- Opening Delimiter -

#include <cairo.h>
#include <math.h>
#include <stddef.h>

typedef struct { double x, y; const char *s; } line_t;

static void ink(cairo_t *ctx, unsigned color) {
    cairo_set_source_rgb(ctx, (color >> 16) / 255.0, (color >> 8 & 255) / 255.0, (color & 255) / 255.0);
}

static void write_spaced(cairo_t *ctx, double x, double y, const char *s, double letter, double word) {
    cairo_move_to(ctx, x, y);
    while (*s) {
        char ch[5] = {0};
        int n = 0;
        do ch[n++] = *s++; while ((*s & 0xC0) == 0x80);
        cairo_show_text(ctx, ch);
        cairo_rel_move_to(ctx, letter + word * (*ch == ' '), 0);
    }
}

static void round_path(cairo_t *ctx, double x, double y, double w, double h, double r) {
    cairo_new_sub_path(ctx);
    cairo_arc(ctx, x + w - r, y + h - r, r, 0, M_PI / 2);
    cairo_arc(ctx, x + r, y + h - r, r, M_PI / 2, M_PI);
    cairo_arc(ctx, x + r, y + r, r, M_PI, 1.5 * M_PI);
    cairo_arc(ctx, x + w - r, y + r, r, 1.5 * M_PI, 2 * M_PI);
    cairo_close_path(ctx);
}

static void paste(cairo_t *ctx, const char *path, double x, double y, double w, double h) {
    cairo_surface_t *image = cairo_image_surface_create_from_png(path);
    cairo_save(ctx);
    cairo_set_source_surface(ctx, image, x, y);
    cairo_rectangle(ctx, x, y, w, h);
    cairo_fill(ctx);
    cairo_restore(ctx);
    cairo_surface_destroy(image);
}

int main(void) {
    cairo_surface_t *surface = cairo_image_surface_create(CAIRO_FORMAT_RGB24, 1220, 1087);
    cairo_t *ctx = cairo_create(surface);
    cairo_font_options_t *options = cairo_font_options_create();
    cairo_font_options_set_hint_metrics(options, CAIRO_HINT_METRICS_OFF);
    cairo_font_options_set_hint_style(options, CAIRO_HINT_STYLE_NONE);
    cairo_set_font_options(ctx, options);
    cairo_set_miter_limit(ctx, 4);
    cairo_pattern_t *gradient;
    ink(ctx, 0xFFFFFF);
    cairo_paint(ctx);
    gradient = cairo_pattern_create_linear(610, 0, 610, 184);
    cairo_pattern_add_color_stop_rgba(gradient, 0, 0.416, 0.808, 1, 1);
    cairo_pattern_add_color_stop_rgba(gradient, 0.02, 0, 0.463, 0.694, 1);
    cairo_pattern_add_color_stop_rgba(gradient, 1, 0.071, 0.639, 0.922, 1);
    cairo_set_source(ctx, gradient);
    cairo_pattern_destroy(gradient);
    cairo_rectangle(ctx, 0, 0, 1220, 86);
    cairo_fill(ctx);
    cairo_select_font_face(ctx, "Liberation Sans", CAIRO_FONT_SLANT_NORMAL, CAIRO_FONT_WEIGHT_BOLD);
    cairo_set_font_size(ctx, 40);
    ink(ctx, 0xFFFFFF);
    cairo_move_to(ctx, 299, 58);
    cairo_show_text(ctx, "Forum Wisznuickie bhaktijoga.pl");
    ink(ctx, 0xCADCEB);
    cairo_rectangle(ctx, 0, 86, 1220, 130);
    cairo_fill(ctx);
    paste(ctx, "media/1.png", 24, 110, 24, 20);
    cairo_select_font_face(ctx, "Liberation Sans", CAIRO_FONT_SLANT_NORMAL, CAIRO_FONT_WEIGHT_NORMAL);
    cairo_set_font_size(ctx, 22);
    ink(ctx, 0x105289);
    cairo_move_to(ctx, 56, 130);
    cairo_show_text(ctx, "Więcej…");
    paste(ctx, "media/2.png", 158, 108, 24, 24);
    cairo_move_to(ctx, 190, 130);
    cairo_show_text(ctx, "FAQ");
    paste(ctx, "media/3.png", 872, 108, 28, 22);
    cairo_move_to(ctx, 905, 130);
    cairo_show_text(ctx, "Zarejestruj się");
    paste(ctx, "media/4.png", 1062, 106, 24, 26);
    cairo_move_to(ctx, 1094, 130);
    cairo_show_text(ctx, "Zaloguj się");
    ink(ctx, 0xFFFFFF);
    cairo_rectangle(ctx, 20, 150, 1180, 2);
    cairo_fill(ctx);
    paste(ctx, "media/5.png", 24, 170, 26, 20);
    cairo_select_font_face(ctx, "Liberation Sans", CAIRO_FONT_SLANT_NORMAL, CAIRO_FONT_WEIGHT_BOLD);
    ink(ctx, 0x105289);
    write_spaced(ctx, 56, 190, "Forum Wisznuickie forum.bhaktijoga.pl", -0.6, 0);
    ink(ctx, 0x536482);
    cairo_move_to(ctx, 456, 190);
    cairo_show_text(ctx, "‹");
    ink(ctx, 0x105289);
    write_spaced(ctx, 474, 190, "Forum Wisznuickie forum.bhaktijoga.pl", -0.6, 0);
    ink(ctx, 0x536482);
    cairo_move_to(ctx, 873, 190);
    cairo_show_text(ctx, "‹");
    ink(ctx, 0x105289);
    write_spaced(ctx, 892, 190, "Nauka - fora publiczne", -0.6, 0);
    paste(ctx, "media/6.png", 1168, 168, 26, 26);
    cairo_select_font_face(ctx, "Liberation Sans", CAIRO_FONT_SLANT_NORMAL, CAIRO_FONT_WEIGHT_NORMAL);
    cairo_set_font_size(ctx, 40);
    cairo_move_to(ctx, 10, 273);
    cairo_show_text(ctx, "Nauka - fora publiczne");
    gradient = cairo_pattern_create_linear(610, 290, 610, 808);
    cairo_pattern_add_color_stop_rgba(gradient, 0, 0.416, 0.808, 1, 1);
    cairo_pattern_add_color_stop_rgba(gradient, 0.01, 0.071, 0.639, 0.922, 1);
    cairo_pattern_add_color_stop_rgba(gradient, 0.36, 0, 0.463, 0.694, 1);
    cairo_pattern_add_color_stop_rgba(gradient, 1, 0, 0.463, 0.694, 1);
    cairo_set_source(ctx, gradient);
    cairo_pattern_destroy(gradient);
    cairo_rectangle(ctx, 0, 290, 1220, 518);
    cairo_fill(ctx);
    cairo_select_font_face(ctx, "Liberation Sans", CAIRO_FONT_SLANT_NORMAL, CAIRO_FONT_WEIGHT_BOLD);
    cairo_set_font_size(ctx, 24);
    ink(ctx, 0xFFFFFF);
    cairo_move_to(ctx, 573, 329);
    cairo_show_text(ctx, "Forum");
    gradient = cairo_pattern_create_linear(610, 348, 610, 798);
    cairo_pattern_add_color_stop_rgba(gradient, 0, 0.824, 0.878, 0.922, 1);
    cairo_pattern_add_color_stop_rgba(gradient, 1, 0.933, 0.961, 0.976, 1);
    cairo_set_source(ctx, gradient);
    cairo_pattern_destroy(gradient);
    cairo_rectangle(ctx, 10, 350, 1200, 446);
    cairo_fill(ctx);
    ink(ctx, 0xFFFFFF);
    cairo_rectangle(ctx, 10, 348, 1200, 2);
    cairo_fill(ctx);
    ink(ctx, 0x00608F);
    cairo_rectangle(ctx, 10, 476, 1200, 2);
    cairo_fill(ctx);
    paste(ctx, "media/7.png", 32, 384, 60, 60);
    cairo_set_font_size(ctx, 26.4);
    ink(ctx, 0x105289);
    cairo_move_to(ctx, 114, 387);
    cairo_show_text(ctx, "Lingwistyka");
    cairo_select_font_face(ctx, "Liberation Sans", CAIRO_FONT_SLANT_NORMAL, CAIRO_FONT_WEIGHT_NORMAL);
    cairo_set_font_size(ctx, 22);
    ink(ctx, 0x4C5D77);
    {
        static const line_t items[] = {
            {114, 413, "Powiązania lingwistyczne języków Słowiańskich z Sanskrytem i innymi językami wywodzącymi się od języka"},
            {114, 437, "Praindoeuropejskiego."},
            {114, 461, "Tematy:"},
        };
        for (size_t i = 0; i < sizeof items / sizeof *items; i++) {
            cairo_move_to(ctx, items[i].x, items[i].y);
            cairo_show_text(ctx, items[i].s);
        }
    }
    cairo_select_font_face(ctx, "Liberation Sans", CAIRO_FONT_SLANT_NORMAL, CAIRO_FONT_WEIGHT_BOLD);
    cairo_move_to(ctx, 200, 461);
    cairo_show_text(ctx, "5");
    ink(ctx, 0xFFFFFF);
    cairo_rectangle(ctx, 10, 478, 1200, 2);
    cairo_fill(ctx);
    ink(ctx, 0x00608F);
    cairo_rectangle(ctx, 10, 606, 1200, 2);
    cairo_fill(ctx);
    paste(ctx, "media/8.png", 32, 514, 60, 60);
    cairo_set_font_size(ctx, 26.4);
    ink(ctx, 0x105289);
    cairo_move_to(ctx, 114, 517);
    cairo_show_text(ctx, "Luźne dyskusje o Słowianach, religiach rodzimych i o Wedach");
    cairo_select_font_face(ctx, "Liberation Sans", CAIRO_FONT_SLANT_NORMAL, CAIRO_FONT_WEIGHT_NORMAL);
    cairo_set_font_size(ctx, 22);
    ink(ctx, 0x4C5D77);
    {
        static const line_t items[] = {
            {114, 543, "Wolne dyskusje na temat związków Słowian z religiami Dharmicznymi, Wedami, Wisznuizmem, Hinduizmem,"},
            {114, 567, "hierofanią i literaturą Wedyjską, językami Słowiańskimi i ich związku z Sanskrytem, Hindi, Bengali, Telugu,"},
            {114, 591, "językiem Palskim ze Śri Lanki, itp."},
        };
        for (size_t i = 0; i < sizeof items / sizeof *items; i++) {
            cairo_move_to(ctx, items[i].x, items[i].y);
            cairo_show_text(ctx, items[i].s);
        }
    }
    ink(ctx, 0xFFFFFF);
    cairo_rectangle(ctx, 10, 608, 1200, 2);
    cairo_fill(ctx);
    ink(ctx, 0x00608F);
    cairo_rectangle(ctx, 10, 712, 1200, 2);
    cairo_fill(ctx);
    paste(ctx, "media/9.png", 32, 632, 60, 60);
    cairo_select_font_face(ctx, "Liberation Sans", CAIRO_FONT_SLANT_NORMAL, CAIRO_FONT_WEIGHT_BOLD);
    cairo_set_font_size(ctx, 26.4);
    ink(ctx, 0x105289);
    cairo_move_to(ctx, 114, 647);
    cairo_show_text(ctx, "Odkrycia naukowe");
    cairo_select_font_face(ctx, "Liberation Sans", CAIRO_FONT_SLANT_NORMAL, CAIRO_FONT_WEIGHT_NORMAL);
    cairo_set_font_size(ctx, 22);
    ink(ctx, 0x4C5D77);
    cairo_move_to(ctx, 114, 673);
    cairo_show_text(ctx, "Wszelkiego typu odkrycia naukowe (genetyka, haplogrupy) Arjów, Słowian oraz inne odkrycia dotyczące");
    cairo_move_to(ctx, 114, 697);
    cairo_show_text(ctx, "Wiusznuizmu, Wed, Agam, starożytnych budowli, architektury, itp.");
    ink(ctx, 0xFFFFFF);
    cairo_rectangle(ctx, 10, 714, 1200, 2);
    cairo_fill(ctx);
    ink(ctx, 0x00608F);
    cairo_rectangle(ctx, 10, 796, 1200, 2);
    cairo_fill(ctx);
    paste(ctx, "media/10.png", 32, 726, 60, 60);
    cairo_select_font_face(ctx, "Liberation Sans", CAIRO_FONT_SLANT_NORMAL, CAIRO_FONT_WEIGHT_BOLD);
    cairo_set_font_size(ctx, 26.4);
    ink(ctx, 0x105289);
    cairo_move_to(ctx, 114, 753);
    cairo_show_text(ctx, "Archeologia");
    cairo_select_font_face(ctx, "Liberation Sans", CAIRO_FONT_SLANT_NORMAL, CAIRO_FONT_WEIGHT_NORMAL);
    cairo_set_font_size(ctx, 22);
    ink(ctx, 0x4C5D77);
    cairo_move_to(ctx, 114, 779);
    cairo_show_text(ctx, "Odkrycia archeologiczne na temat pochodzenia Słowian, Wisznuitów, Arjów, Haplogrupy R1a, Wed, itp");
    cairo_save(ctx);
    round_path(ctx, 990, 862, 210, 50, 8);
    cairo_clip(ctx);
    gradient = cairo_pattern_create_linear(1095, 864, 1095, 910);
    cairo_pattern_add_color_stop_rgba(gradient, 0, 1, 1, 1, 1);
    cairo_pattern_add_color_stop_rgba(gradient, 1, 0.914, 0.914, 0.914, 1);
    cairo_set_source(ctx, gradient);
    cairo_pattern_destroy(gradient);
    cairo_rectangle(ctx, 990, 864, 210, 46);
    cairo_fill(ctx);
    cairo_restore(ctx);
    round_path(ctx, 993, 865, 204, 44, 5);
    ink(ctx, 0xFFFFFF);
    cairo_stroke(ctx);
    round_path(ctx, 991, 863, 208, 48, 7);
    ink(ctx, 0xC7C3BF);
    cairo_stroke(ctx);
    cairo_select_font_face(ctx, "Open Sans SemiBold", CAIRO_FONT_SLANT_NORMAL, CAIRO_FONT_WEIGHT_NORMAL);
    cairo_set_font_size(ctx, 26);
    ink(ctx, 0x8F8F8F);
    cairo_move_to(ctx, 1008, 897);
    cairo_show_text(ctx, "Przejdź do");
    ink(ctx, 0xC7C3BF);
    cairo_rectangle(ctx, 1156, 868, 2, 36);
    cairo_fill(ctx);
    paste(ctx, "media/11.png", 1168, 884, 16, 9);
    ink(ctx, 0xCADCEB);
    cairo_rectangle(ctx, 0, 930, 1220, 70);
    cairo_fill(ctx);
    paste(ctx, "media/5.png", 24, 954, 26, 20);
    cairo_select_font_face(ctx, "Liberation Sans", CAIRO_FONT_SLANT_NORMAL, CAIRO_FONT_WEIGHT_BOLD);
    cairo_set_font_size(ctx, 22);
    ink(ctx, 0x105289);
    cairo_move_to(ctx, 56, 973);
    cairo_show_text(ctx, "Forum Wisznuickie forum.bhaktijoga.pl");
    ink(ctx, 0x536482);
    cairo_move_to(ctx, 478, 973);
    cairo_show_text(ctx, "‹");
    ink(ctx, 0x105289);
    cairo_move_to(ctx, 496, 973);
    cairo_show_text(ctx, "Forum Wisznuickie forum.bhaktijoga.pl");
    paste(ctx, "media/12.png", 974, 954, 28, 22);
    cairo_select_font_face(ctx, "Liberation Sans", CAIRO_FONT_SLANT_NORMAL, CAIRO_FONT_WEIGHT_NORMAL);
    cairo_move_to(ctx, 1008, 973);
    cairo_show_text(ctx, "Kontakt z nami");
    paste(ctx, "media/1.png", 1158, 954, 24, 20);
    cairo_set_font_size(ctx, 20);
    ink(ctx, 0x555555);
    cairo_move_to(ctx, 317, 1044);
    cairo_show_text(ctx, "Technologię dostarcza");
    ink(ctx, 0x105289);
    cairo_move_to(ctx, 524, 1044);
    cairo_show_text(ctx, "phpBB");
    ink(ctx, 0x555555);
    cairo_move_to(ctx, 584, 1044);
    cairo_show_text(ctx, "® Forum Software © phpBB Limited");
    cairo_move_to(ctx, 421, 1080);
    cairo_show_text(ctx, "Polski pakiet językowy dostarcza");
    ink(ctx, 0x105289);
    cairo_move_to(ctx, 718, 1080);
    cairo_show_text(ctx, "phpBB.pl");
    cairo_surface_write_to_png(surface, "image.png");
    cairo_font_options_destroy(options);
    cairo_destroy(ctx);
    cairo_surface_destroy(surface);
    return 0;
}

- Closing Delimiter -

INSTRUCTIONS FOR THE TASK - From the opening line of the data above, please print each line as written up to and including the line that contains "cairo_pattern_t *gradient;", and nothing more.

TASK ANSWER -
#include <cairo.h>
#include <math.h>
#include <stddef.h>

typedef struct { double x, y; const char *s; } line_t;

static void ink(cairo_t *ctx, unsigned color) {
    cairo_set_source_rgb(ctx, (color >> 16) / 255.0, (color >> 8 & 255) / 255.0, (color & 255) / 255.0);
}

static void write_spaced(cairo_t *ctx, double x, double y, const char *s, double letter, double word) {
    cairo_move_to(ctx, x, y);
    while (*s) {
        char ch[5] = {0};
        int n = 0;
        do ch[n++] = *s++; while ((*s & 0xC0) == 0x80);
        cairo_show_text(ctx, ch);
        cairo_rel_move_to(ctx, letter + word * (*ch == ' '), 0);
    }
}

static void round_path(cairo_t *ctx, double x, double y, double w, double h, double r) {
    cairo_new_sub_path(ctx);
    cairo_arc(ctx, x + w - r, y + h - r, r, 0, M_PI / 2);
    cairo_arc(ctx, x + r, y + h - r, r, M_PI / 2, M_PI);
    cairo_arc(ctx, x + r, y + r, r, M_PI, 1.5 * M_PI);
    cairo_arc(ctx, x + w - r, y + r, r, 1.5 * M_PI, 2 * M_PI);
    cairo_close_path(ctx);
}

static void paste(cairo_t *ctx, const char *path, double x, double y, double w, double h) {
    cairo_surface_t *image = cairo_image_surface_create_from_png(path);
    cairo_save(ctx);
    cairo_set_source_surface(ctx, image, x, y);
    cairo_rectangle(ctx, x, y, w, h);
    cairo_fill(ctx);
    cairo_restore(ctx);
    cairo_surface_destroy(image);
}

int main(void) {
    cairo_surface_t *surface = cairo_image_surface_create(CAIRO_FORMAT_RGB24, 1220, 1087);
    cairo_t *ctx = cairo_create(surface);
    cairo_font_options_t *options = cairo_font_options_create();
    cairo_font_options_set_hint_metrics(options, CAIRO_HINT_METRICS_OFF);
    cairo_font_options_set_hint_style(options, CAIRO_HINT_STYLE_NONE);
    cairo_set_font_options(ctx, options);
    cairo_set_miter_limit(ctx, 4);
    cairo_pattern_t *gradient;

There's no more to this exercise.